(DATA UNDER STUDY)
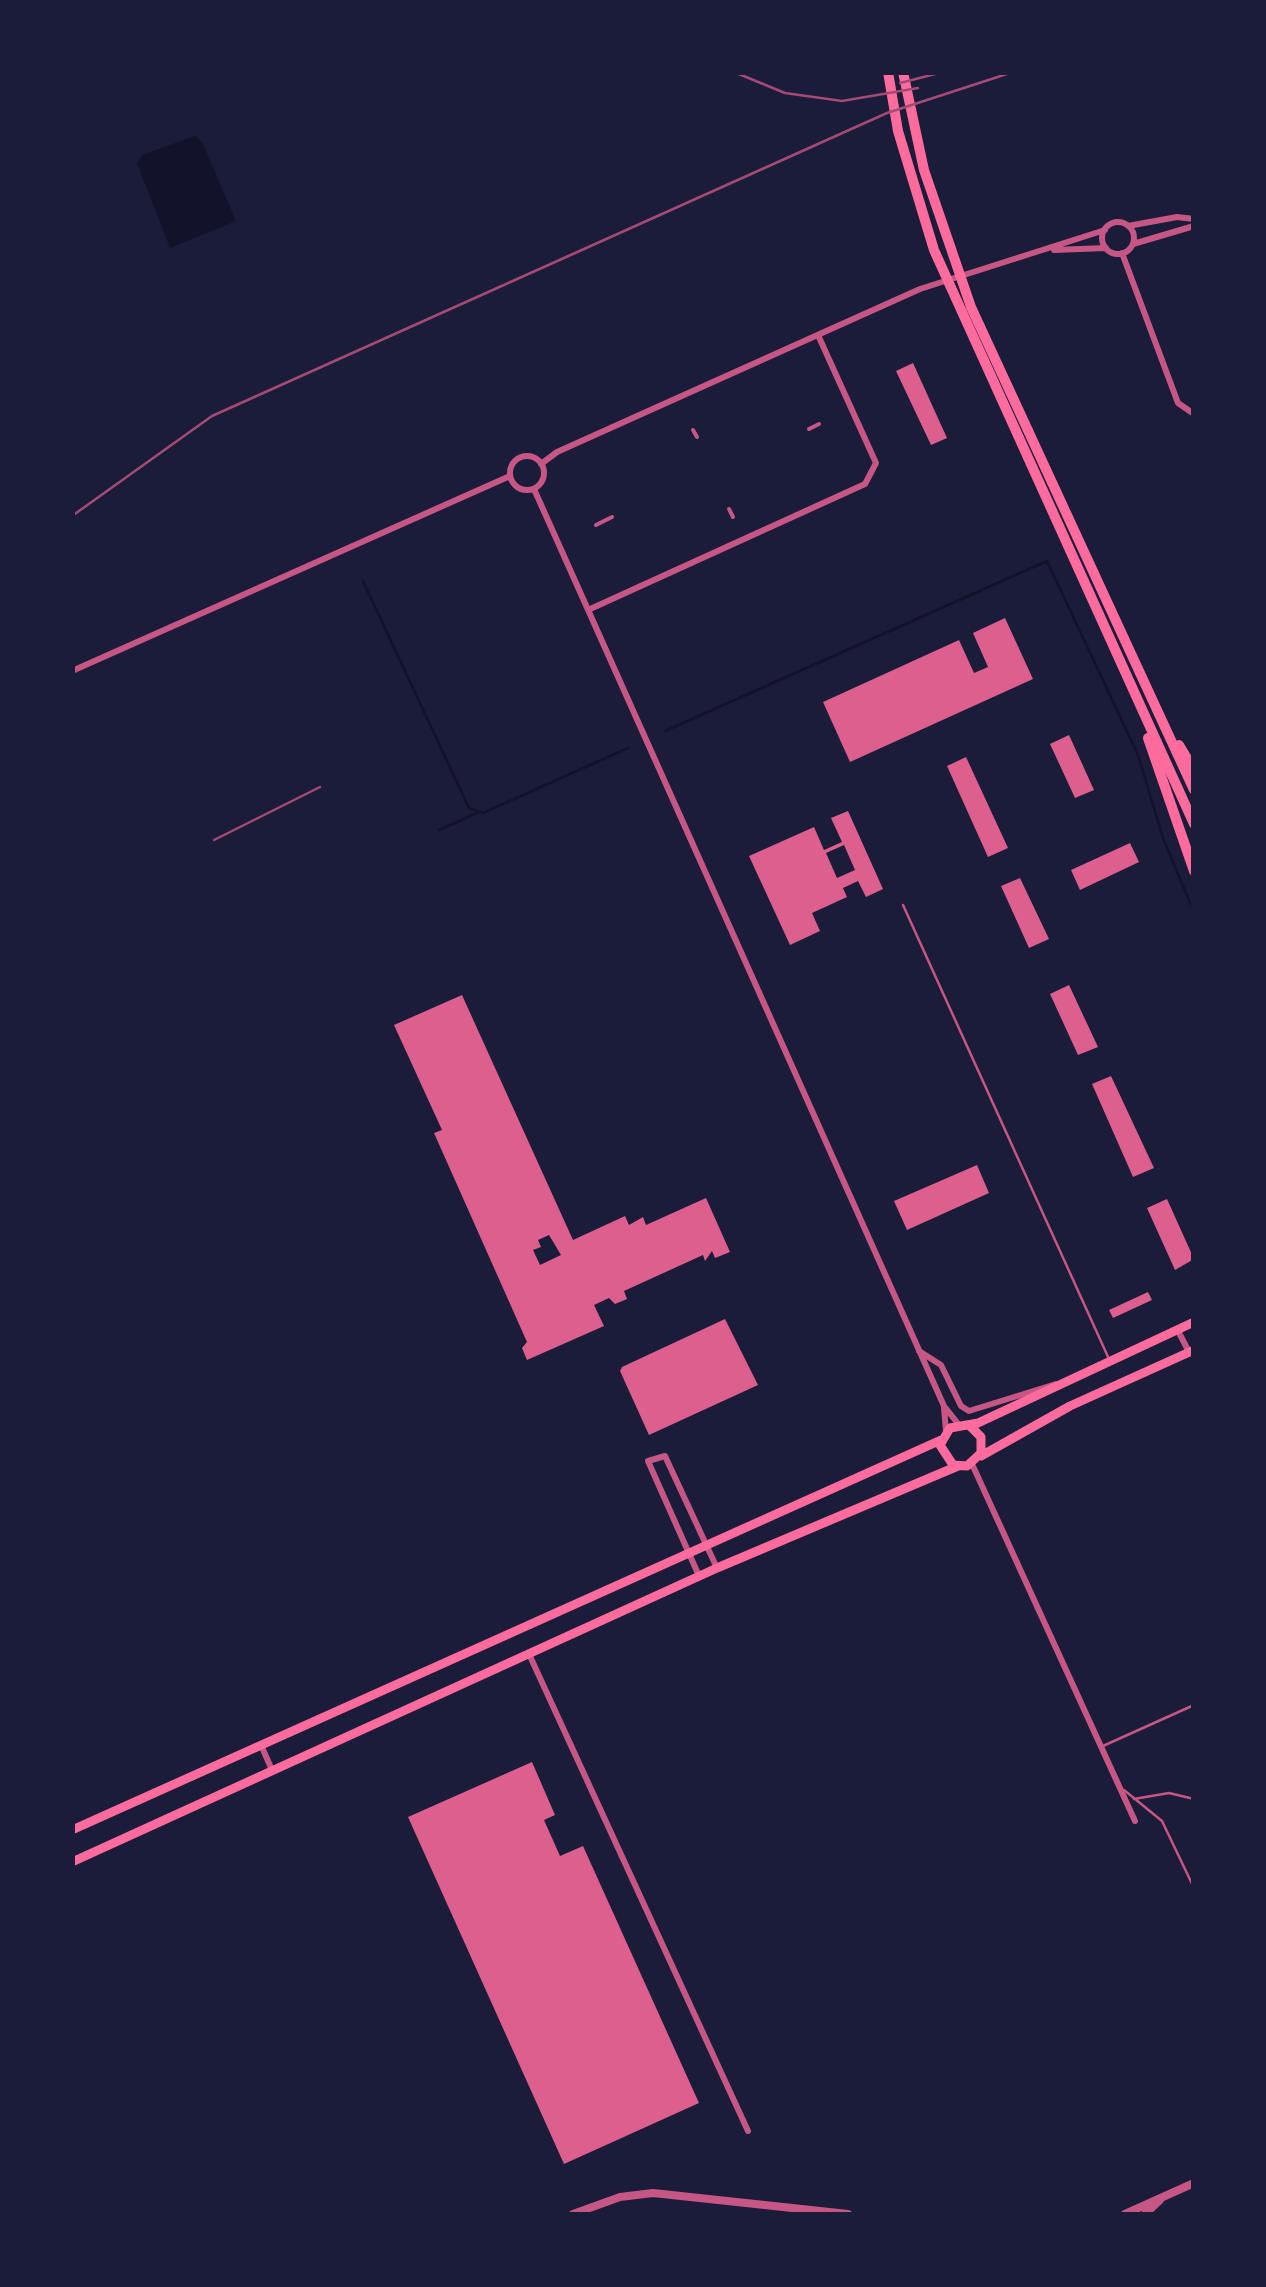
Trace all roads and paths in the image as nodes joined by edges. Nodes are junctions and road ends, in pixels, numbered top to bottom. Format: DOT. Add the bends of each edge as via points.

...

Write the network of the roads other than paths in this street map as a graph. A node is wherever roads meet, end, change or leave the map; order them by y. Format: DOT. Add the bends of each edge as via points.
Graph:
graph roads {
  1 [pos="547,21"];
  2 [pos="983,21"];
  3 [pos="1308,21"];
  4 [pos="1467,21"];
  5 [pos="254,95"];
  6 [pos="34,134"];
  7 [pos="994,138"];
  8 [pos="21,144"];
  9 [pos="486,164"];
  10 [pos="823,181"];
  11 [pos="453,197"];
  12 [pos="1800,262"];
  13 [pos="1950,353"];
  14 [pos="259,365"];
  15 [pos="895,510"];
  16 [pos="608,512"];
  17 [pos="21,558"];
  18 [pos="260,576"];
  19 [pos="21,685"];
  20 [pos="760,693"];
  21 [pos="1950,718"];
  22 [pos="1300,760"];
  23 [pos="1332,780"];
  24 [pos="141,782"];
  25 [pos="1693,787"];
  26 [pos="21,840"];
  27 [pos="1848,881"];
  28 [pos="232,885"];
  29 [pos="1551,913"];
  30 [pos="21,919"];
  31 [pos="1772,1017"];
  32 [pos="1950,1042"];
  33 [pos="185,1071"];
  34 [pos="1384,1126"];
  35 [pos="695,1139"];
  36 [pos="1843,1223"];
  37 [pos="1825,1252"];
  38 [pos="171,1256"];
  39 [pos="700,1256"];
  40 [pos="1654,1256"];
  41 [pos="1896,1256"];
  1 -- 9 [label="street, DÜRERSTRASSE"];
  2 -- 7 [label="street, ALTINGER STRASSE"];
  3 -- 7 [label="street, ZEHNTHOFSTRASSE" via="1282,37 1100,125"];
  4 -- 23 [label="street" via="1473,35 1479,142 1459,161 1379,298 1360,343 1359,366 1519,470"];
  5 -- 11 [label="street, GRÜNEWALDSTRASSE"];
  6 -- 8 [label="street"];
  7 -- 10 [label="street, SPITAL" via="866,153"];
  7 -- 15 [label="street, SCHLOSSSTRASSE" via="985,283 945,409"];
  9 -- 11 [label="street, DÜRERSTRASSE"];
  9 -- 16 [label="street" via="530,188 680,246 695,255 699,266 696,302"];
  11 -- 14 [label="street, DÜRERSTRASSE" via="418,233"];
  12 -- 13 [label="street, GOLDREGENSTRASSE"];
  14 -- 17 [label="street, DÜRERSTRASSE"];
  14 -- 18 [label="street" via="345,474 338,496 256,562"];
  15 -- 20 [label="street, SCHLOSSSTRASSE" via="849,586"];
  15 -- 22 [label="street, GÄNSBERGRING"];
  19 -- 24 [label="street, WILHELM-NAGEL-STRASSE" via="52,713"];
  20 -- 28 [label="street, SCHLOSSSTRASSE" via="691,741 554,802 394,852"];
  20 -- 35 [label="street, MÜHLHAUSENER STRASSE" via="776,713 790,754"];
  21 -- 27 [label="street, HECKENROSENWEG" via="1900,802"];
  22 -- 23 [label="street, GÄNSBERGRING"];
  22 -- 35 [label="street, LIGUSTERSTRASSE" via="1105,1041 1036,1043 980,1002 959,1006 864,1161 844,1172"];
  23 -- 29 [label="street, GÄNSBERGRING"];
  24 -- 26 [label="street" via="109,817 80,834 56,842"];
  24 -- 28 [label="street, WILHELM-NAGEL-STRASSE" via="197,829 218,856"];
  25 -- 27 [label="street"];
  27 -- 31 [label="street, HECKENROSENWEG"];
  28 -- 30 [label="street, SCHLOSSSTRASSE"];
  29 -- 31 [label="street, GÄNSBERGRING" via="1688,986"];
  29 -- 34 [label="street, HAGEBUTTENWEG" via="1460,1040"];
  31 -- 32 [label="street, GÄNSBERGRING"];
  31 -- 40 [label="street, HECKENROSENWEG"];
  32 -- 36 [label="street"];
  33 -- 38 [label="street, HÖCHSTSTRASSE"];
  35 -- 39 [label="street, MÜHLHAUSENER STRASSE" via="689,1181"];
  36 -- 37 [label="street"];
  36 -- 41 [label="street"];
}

--

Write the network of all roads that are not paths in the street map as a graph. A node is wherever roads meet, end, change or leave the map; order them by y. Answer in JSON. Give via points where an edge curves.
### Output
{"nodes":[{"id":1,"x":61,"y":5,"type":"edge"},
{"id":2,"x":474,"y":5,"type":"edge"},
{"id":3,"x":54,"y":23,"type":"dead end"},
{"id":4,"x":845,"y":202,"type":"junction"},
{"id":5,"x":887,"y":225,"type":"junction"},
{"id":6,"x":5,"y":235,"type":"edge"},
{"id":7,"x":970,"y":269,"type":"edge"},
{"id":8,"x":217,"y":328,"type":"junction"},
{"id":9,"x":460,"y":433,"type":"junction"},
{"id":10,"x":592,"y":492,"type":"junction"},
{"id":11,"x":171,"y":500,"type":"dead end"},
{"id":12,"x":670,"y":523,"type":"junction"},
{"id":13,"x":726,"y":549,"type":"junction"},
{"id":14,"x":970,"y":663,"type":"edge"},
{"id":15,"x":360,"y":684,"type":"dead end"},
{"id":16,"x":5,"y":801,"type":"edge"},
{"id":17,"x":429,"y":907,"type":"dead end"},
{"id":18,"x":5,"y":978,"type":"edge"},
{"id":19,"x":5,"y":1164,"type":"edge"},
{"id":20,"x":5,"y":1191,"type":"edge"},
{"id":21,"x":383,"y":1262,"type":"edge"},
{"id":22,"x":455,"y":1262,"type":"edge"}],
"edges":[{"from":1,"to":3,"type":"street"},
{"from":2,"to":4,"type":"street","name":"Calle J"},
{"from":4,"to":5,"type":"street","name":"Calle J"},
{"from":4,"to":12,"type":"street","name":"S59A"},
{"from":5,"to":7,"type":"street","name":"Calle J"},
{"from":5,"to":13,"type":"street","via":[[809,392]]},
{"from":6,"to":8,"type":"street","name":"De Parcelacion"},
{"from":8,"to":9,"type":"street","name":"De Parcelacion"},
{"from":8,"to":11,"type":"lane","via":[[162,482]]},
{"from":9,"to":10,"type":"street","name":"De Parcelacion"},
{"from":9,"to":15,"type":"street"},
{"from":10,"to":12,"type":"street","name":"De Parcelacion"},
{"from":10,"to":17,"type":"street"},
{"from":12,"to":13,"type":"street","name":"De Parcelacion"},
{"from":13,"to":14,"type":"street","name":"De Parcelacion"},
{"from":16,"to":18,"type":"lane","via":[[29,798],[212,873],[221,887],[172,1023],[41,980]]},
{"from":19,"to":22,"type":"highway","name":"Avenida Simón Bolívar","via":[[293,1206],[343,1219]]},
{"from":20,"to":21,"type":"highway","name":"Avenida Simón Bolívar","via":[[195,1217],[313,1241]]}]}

(WORK ITEM)
The answer is each line from the entries above in which the word "Format" occurs.

(RESULT OF THIS TASK)
Trace all roads and paths in the image as nodes joined by edges. Nodes are junctions and road ends, in pixels, numbered top to bottom. Format: DOT. Add the bends of each edge as via points.
Write the network of the roads other than paths in this street map as a graph. A node is wherever roads meet, end, change or leave the map; order them by y. Format: DOT. Add the bends of each edge as via points.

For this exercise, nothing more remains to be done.